- **TO DO**: Set down the full listing exactly, character for character.

- **RECORDS FOR THIS TASK**:
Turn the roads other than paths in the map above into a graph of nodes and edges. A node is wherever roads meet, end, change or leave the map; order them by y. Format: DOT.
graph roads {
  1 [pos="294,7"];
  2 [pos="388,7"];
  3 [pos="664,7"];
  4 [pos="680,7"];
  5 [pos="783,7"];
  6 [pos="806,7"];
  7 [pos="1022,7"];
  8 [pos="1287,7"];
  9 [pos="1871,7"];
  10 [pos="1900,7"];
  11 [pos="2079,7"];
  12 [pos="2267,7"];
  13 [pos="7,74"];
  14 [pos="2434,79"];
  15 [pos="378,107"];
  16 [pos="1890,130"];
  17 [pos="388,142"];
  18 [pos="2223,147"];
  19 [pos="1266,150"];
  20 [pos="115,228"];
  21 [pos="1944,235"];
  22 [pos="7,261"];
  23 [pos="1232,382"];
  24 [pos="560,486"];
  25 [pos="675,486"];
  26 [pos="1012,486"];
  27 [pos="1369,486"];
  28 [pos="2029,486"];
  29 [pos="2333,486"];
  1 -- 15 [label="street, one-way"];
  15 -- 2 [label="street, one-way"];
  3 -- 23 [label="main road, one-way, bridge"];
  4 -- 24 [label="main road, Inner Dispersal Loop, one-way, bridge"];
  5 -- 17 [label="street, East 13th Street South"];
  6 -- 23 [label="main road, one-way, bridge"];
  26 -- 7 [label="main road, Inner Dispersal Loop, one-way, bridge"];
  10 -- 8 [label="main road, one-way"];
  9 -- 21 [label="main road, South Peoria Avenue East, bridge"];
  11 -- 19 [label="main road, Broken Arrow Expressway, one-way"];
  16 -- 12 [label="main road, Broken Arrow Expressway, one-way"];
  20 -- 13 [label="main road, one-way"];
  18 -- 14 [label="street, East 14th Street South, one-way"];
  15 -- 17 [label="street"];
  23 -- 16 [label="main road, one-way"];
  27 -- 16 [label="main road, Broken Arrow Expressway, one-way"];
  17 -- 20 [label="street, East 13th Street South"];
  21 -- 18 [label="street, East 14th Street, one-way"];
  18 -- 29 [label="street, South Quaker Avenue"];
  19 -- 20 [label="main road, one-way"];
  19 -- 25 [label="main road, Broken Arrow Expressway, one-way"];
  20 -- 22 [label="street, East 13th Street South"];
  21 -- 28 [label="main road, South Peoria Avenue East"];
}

- **ANSWER SPACE**:
Turn the roads other than paths in the map above into a graph of nodes and edges. A node is wherever roads meet, end, change or leave the map; order them by y. Format: DOT.
graph roads {
  1 [pos="294,7"];
  2 [pos="388,7"];
  3 [pos="664,7"];
  4 [pos="680,7"];
  5 [pos="783,7"];
  6 [pos="806,7"];
  7 [pos="1022,7"];
  8 [pos="1287,7"];
  9 [pos="1871,7"];
  10 [pos="1900,7"];
  11 [pos="2079,7"];
  12 [pos="2267,7"];
  13 [pos="7,74"];
  14 [pos="2434,79"];
  15 [pos="378,107"];
  16 [pos="1890,130"];
  17 [pos="388,142"];
  18 [pos="2223,147"];
  19 [pos="1266,150"];
  20 [pos="115,228"];
  21 [pos="1944,235"];
  22 [pos="7,261"];
  23 [pos="1232,382"];
  24 [pos="560,486"];
  25 [pos="675,486"];
  26 [pos="1012,486"];
  27 [pos="1369,486"];
  28 [pos="2029,486"];
  29 [pos="2333,486"];
  1 -- 15 [label="street, one-way"];
  15 -- 2 [label="street, one-way"];
  3 -- 23 [label="main road, one-way, bridge"];
  4 -- 24 [label="main road, Inner Dispersal Loop, one-way, bridge"];
  5 -- 17 [label="street, East 13th Street South"];
  6 -- 23 [label="main road, one-way, bridge"];
  26 -- 7 [label="main road, Inner Dispersal Loop, one-way, bridge"];
  10 -- 8 [label="main road, one-way"];
  9 -- 21 [label="main road, South Peoria Avenue East, bridge"];
  11 -- 19 [label="main road, Broken Arrow Expressway, one-way"];
  16 -- 12 [label="main road, Broken Arrow Expressway, one-way"];
  20 -- 13 [label="main road, one-way"];
  18 -- 14 [label="street, East 14th Street South, one-way"];
  15 -- 17 [label="street"];
  23 -- 16 [label="main road, one-way"];
  27 -- 16 [label="main road, Broken Arrow Expressway, one-way"];
  17 -- 20 [label="street, East 13th Street South"];
  21 -- 18 [label="street, East 14th Street, one-way"];
  18 -- 29 [label="street, South Quaker Avenue"];
  19 -- 20 [label="main road, one-way"];
  19 -- 25 [label="main road, Broken Arrow Expressway, one-way"];
  20 -- 22 [label="street, East 13th Street South"];
  21 -- 28 [label="main road, South Peoria Avenue East"];
}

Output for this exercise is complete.